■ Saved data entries

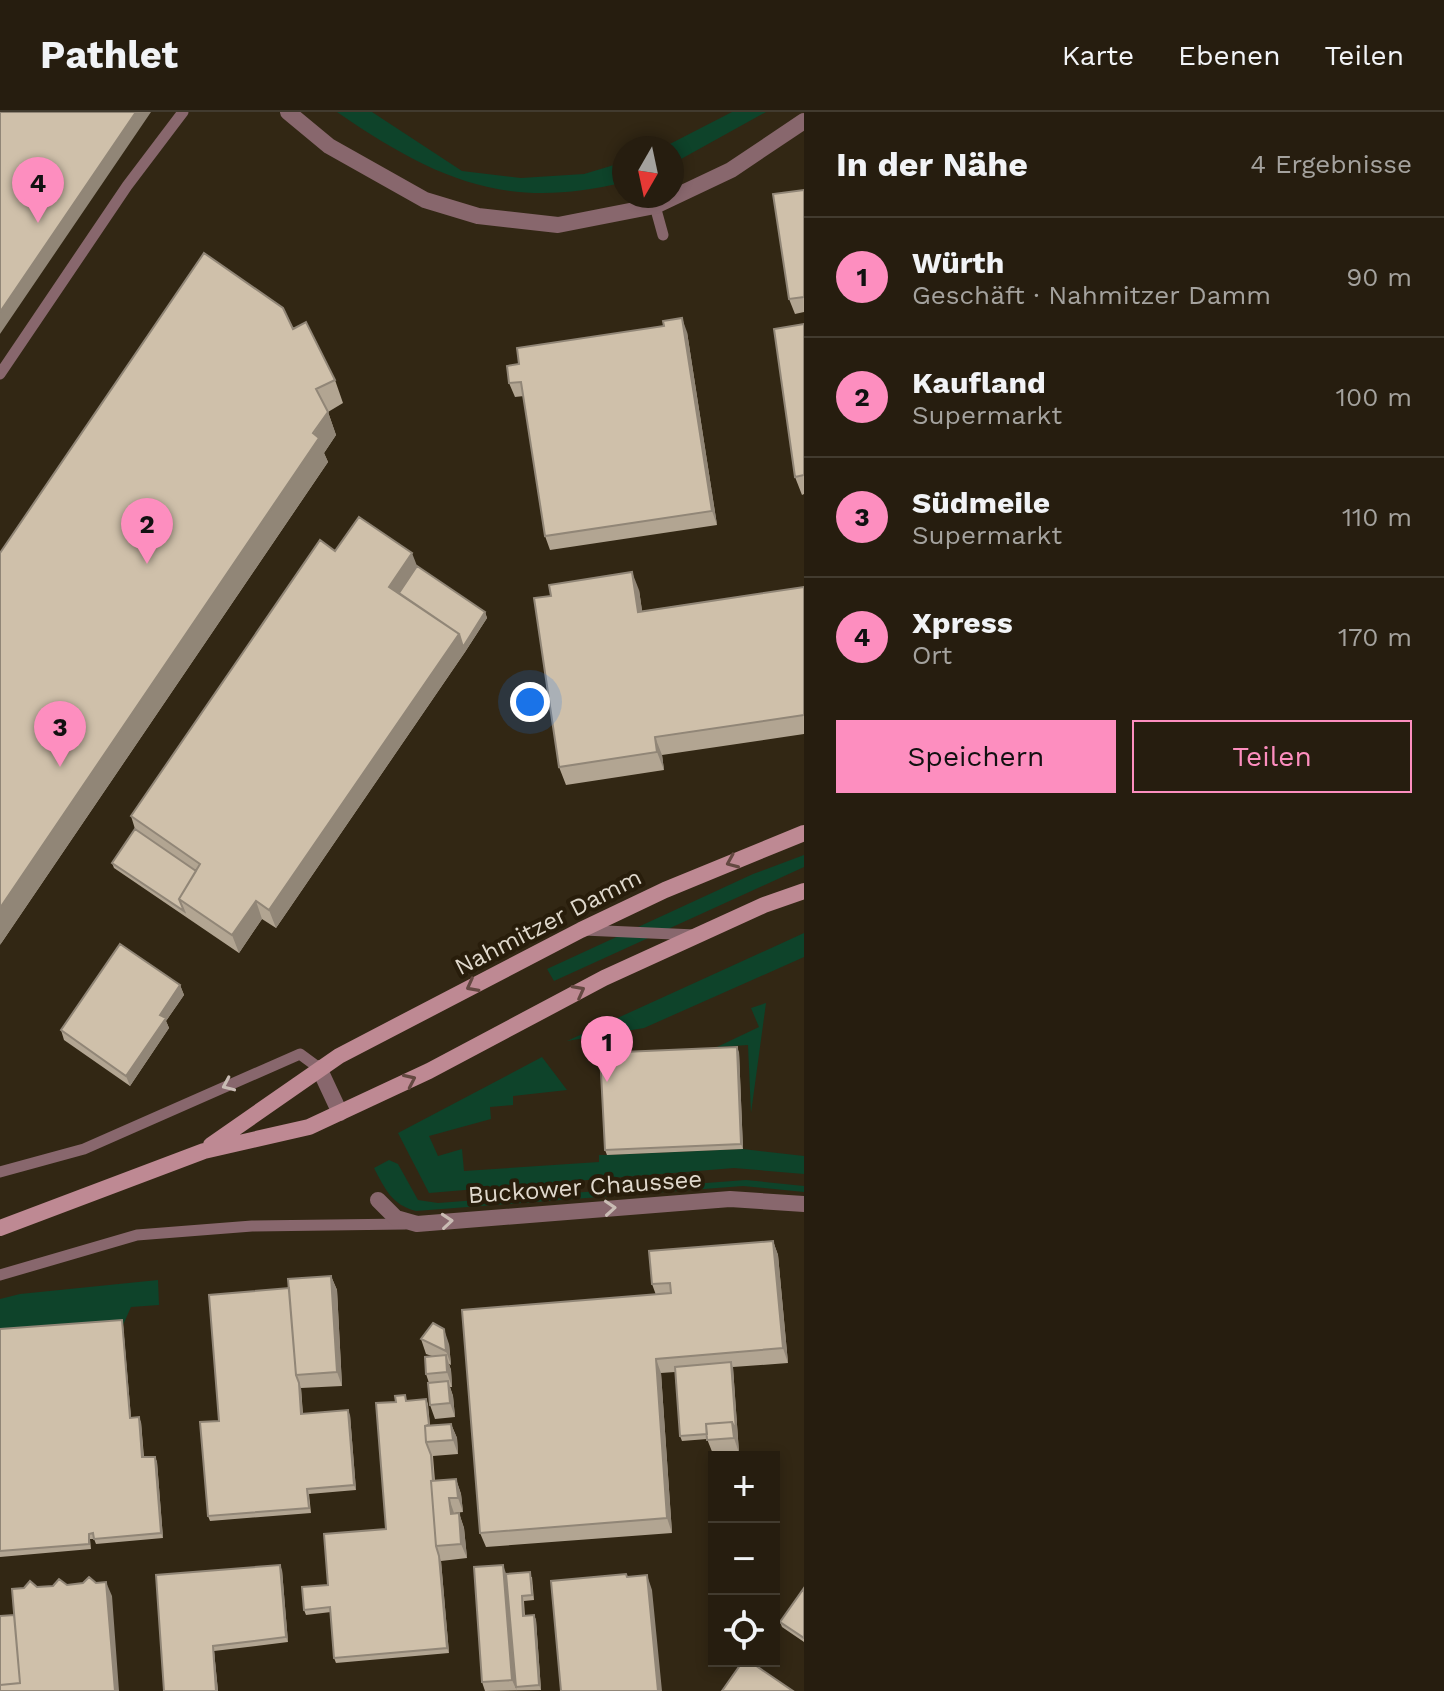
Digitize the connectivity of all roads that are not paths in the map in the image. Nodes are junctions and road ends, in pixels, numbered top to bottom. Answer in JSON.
{"nodes":[{"id":1,"x":183,"y":112,"type":"edge"},
{"id":2,"x":288,"y":112,"type":"edge"},
{"id":3,"x":804,"y":121,"type":"edge"},
{"id":4,"x":684,"y":192,"type":"edge"},
{"id":5,"x":645,"y":208,"type":"edge"},
{"id":6,"x":656,"y":208,"type":"edge"},
{"id":7,"x":663,"y":235,"type":"dead end"},
{"id":8,"x":0,"y":374,"type":"edge"},
{"id":9,"x":803,"y":835,"type":"edge"},
{"id":10,"x":804,"y":891,"type":"edge"},
{"id":11,"x":581,"y":930,"type":"junction"},
{"id":12,"x":699,"y":935,"type":"junction"},
{"id":13,"x":319,"y":1068,"type":"junction"},
{"id":14,"x":340,"y":1113,"type":"junction"},
{"id":15,"x":204,"y":1151,"type":"junction"},
{"id":16,"x":0,"y":1172,"type":"edge"},
{"id":17,"x":378,"y":1200,"type":"dead end"},
{"id":18,"x":804,"y":1204,"type":"edge"},
{"id":19,"x":417,"y":1224,"type":"junction"},
{"id":20,"x":0,"y":1228,"type":"edge"},
{"id":21,"x":0,"y":1275,"type":"edge"}],
"edges":[{"from":1,"to":8,"type":"lane"},
{"from":2,"to":5,"type":"street"},
{"from":3,"to":4,"type":"street"},
{"from":6,"to":7,"type":"lane"},
{"from":9,"to":11,"type":"main road","name":"Nahmitzer Damm","one_way":true},
{"from":10,"to":12,"type":"main road"},
{"from":11,"to":12,"type":"lane"},
{"from":11,"to":13,"type":"main road","name":"Nahmitzer Damm","one_way":true},
{"from":14,"to":12,"type":"main road","one_way":true},
{"from":13,"to":14,"type":"street"},
{"from":13,"to":15,"type":"main road"},
{"from":13,"to":16,"type":"lane","one_way":true},
{"from":14,"to":15,"type":"main road"},
{"from":15,"to":20,"type":"main road"},
{"from":17,"to":19,"type":"street"},
{"from":19,"to":18,"type":"street","name":"Buckower Chaussee","one_way":true},
{"from":19,"to":21,"type":"lane"}]}
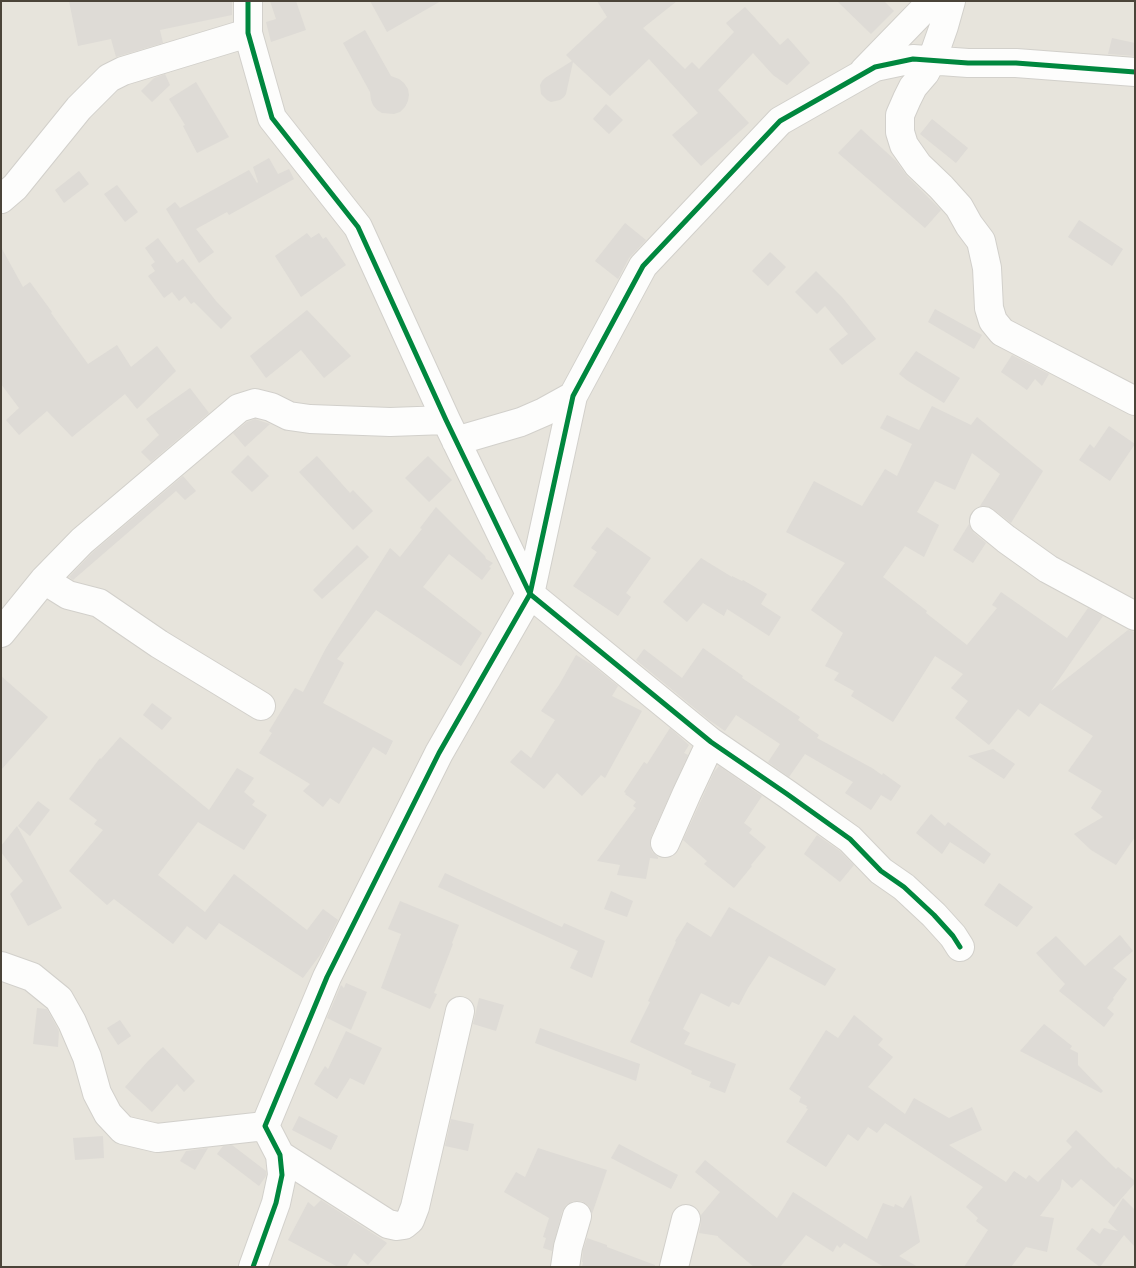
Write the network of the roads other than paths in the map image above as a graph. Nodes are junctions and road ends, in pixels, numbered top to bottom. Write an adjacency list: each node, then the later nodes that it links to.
1 (248, 1): 4 (street)
2 (932, 1): 7 (street)
3 (951, 1): 5 (street)
4 (248, 32): 8 (street); 11 (street)
5 (932, 60): 6 (street); 7 (street); 10 (street)
6 (1135, 72)
7 (859, 75): 9 (street)
8 (1, 199)
9 (573, 396): 11 (street); 14 (street)
10 (1135, 401)
11 (451, 431): 13 (street); 14 (street)
12 (984, 521): 15 (street)
13 (44, 580): 16 (street); 17 (street)
14 (530, 594): 18 (street); 23 (street)
15 (1135, 616)
16 (1, 633)
17 (261, 706)
18 (711, 742): 19 (street); 20 (street)
19 (666, 844)
20 (960, 947)
21 (1, 966): 23 (street)
22 (460, 1011): 24 (street)
23 (266, 1126): 24 (street)
24 (280, 1155): 27 (street)
25 (577, 1216): 28 (street)
26 (686, 1219): 29 (street)
27 (253, 1267)
28 (565, 1267)
29 (674, 1267)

■ ABOUT THIS TASK
What lines above contain "dead"? Copy them out.

■ SOLUTION
{"id":7,"x":663,"y":235,"type":"dead end"},
{"id":17,"x":378,"y":1200,"type":"dead end"},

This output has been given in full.